**Your task**
The answer must consist of every line from the data that holds the string "with".

**Supplied data**
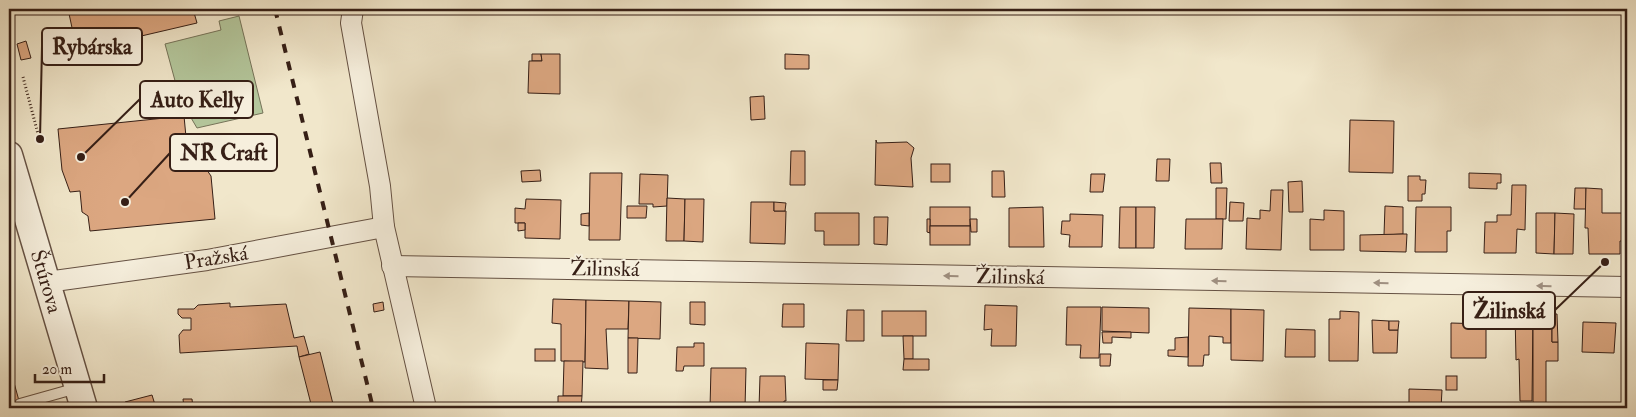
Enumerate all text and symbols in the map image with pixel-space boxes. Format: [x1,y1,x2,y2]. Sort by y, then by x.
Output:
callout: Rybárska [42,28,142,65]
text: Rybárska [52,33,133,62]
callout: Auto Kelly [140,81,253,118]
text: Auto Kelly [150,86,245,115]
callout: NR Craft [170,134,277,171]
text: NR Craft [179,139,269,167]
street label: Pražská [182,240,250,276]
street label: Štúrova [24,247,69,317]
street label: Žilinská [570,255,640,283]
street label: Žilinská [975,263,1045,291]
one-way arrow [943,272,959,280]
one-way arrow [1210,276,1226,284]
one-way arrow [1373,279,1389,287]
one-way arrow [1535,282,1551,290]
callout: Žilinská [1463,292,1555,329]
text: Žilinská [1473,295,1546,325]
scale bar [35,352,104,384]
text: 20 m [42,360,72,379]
* * *
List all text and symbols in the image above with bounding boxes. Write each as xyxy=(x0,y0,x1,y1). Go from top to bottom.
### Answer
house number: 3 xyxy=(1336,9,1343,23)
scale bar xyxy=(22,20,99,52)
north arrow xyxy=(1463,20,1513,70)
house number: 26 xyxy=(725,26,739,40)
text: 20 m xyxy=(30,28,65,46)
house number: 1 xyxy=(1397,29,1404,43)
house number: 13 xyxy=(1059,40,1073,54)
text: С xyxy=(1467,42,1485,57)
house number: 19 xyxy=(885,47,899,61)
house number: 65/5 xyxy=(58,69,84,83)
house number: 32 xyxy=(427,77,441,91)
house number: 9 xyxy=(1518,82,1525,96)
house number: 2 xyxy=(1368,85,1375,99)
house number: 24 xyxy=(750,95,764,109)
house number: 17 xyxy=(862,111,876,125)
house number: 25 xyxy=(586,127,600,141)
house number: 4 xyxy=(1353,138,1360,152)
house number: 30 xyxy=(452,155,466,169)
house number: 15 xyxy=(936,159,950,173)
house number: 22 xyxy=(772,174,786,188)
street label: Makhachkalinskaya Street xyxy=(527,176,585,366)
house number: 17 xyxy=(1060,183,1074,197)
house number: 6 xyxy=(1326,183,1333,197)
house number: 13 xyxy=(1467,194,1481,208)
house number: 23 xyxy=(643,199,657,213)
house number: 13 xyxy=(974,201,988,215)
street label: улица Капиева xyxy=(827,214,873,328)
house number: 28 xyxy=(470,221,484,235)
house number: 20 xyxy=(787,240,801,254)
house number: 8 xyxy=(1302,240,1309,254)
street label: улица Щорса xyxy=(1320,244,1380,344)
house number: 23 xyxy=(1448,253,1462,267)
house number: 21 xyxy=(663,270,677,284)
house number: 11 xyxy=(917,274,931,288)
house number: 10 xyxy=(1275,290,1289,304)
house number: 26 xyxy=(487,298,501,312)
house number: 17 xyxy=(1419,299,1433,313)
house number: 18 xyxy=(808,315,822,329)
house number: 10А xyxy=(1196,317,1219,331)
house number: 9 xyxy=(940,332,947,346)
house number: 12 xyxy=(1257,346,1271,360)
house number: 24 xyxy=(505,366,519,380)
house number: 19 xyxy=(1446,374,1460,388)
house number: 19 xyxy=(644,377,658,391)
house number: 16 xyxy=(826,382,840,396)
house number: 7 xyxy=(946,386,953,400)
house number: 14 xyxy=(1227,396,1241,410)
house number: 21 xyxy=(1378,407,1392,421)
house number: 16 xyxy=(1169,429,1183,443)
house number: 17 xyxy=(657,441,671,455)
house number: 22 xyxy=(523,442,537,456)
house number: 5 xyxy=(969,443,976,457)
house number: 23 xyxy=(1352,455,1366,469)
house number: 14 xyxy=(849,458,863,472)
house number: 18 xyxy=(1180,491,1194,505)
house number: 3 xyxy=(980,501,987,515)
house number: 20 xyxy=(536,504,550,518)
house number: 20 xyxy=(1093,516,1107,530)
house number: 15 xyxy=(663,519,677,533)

**Answer section**
Enumerate all text and symbols in the map image with pixel-space boxes. Format: [x1,y1,x2,y2]. Sort by y, then by x.
List all text and symbols in the image above with bounding boxes. Write each as xyxy=(x0,y0,x1,y1). Go from top to bottom.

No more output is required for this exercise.